It feels like the world and it’s mother are spending time in their gardens at the moment and I don’t blame them. You really can’t beat being outside with your hands in the soil, it’s the perfect way to forget your worries for a short while and you can grow delicious food to eat too! The benefits really are endless.
Like most people I’ve decided to make the most of our back garden, we don’t have room for a vegetable patch unfortunately but there’s always room for a couple of containers and there’s plenty of crops that can be grown in pots. From potatoes in bags to tomatoes, beetroot, salad crops, chillis, radishes, carrots and herbs. You could even grow a few climbing beans or small climbing pumpkins in a container with a frame for them to climb up. Why not get the kid’s involved too by growing some rainbow swiss chard? Try growing cress in yoghurt pots, egg shells or even just on some kitchen roll on a tray. Just remember that you don’t necessarily need a garden to grow food in, container growing is also perfect for people with patios, balconies or even just a windowsill. There’s something to grow to suit everyone and every situation.

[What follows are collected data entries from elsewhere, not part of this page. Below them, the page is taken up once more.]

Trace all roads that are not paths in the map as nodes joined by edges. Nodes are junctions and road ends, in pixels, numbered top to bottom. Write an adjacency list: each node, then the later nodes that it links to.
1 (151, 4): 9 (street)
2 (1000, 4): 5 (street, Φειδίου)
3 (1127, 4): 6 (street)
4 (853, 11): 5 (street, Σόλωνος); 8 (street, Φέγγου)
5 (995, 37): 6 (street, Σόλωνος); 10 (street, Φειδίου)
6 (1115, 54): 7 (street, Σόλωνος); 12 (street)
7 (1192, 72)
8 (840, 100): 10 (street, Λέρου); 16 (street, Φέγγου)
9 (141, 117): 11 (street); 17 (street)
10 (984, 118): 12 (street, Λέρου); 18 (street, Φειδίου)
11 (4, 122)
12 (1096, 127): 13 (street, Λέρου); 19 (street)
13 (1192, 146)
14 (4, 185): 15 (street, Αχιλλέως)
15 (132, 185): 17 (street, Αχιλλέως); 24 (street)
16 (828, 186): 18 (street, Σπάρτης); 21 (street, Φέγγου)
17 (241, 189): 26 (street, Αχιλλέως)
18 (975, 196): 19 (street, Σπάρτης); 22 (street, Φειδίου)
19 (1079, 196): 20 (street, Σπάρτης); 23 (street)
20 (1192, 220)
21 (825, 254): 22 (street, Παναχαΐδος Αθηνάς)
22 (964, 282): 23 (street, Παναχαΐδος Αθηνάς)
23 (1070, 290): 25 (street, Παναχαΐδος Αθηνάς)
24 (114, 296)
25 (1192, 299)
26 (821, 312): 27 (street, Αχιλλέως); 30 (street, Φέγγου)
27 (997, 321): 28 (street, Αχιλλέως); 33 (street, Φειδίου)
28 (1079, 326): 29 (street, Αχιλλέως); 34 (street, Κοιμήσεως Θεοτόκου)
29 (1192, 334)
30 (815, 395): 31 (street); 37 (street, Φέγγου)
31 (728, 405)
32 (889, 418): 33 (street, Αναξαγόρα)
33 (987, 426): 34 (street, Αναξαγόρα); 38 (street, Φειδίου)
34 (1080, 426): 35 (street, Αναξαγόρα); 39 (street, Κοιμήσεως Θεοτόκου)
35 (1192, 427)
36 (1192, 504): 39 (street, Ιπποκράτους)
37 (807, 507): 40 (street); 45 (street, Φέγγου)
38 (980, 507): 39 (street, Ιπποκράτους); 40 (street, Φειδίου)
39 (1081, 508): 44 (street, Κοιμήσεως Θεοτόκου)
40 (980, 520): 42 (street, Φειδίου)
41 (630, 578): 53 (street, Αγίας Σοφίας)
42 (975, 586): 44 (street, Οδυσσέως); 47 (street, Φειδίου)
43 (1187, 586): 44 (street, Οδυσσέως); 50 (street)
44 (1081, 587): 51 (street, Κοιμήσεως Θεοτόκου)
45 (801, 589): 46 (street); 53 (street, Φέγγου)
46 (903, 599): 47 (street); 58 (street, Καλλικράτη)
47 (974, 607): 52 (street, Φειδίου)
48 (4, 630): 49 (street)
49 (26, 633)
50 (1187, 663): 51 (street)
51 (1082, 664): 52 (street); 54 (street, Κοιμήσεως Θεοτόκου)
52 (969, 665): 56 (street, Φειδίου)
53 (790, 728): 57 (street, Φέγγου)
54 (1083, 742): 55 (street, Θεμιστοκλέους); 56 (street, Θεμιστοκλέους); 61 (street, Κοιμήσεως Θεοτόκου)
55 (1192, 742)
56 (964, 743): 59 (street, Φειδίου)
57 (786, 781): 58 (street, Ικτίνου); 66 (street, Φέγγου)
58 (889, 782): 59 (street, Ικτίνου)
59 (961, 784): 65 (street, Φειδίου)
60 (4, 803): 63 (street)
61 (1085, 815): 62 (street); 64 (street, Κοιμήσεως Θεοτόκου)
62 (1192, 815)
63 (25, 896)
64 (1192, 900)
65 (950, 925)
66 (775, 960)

I decided to use one of the vintage galvanised troughs from our shop to sow one row of mixed salad leaves and one row of radishes. I adore radishes and they come in a variety of shapes and colours including pink and purple shades. Having them right outside the back door will prove to be very helpful and after they’ve been eaten I’ll sow another row in the same container for a crop all Summer long!
Here’s how to plant up your own container:
- Simply choose a container, bearing in mind that you will need a depth of at least 6 inches for salad crops (or deeper for crops with long root systems such as carrots). If the container doesn’t have any drainage holes you can drill some into the bottom yourself using an electric drill.
- Fill the container with multi purpose compost so it’s about an inch away from the top. Use your hands to compact it down.
- If you are using a round container you can sow the seed thinly on the surface and then cover with around 1.5cm of compost. If you have a larger container where you will be sowing in rows then use your finger to create a shallow, 1.5cm drill. Sow the seed into each drill and then cover it back up with the compost.
- Remember to label and give the compost a good water before leaving in the sun. If we are forecast for a frost either bring inside for the night or cover with garden fleece or a cloche.
TIPS: Salad crops will usually be ready to harvest within 40 days, once you have eaten your way through your homegrown harvest then simply re-sow another row. Why not try having 2 or three containers on the go at one time? Simply sow one container with salad, 2 weeks later sow another and so forth. That way you’ll have a delicious continuous crop all Summer long!